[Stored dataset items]
==*==
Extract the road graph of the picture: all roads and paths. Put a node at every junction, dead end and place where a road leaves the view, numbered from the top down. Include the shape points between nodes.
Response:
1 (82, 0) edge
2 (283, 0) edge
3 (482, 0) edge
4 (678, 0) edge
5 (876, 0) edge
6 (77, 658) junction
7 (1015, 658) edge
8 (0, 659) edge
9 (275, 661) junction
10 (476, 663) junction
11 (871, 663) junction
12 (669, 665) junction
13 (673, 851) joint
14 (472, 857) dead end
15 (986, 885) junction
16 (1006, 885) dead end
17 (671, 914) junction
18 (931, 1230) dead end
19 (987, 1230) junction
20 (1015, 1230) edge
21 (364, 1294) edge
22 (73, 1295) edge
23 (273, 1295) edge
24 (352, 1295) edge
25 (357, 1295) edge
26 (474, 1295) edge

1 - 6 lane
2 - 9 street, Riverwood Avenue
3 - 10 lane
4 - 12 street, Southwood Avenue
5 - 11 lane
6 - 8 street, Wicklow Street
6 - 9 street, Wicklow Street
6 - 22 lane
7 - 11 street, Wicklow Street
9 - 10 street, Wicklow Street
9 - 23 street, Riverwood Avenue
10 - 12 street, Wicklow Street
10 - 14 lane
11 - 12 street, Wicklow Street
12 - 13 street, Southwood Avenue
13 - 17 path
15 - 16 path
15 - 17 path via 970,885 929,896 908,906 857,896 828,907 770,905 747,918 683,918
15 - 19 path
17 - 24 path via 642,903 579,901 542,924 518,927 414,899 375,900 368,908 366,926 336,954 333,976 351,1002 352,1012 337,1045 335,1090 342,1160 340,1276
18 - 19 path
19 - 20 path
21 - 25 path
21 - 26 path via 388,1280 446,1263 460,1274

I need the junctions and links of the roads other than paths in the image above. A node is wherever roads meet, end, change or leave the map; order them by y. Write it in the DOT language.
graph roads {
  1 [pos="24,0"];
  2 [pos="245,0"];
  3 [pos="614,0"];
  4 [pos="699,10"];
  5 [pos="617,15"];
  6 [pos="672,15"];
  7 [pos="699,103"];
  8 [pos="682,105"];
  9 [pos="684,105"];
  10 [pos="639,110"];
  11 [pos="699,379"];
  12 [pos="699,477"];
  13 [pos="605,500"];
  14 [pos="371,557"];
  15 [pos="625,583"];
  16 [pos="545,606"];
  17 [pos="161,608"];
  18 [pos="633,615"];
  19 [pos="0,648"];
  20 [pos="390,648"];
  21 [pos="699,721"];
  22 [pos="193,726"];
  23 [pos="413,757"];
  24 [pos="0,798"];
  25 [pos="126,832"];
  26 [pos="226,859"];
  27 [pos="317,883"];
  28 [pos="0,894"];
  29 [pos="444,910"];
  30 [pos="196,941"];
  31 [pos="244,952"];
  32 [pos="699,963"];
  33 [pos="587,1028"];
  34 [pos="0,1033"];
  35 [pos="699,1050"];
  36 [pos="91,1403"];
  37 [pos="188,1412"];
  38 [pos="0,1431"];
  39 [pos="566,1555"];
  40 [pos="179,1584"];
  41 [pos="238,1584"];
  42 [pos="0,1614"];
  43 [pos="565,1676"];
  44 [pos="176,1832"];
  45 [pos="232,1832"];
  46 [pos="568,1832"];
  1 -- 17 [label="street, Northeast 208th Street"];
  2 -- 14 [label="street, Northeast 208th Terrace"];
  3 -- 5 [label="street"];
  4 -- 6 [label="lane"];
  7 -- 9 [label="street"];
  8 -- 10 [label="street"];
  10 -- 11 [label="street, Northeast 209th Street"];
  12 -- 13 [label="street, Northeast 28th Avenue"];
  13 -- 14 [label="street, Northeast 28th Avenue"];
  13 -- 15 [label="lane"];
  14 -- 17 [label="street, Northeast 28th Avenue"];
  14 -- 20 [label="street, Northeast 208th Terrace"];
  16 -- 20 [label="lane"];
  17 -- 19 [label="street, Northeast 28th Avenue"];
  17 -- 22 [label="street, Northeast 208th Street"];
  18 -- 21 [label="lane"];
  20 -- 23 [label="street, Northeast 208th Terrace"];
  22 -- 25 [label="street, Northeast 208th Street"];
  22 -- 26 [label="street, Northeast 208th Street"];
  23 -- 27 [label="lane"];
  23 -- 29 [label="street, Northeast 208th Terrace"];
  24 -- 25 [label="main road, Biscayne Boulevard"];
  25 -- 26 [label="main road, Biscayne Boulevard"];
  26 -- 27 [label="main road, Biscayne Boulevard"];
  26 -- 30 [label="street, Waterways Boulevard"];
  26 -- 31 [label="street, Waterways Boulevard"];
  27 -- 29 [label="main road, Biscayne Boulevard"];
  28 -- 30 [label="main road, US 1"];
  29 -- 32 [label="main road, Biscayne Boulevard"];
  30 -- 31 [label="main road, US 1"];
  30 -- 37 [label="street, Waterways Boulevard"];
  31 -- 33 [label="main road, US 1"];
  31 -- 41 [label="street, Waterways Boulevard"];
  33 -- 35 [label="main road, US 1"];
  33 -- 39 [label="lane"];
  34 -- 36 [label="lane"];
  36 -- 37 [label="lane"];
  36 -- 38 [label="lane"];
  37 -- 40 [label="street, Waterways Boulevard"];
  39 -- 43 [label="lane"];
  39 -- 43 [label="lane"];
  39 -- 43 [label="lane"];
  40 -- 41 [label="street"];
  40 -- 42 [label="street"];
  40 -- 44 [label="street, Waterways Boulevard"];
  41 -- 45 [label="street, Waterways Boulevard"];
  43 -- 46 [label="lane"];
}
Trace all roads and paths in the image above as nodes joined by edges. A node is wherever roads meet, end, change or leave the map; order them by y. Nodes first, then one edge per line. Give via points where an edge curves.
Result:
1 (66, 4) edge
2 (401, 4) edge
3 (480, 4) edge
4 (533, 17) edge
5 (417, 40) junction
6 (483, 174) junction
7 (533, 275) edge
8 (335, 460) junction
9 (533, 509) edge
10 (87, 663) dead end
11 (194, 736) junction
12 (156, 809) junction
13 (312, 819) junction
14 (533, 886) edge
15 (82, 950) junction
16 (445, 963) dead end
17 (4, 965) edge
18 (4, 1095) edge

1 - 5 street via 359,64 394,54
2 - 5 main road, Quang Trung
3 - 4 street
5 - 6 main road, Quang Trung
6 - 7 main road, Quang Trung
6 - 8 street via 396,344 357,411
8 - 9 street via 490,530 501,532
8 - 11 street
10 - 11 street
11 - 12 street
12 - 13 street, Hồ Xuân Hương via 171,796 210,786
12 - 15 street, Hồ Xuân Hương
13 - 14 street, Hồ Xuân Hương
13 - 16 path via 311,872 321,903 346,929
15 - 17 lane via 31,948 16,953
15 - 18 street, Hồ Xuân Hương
==*==
_Work instruction_. What is needed is each line from the records with the word "Biscayne" in it.

_Solution to this exercise_.
  24 -- 25 [label="main road, Biscayne Boulevard"];
  25 -- 26 [label="main road, Biscayne Boulevard"];
  26 -- 27 [label="main road, Biscayne Boulevard"];
  27 -- 29 [label="main road, Biscayne Boulevard"];
  29 -- 32 [label="main road, Biscayne Boulevard"];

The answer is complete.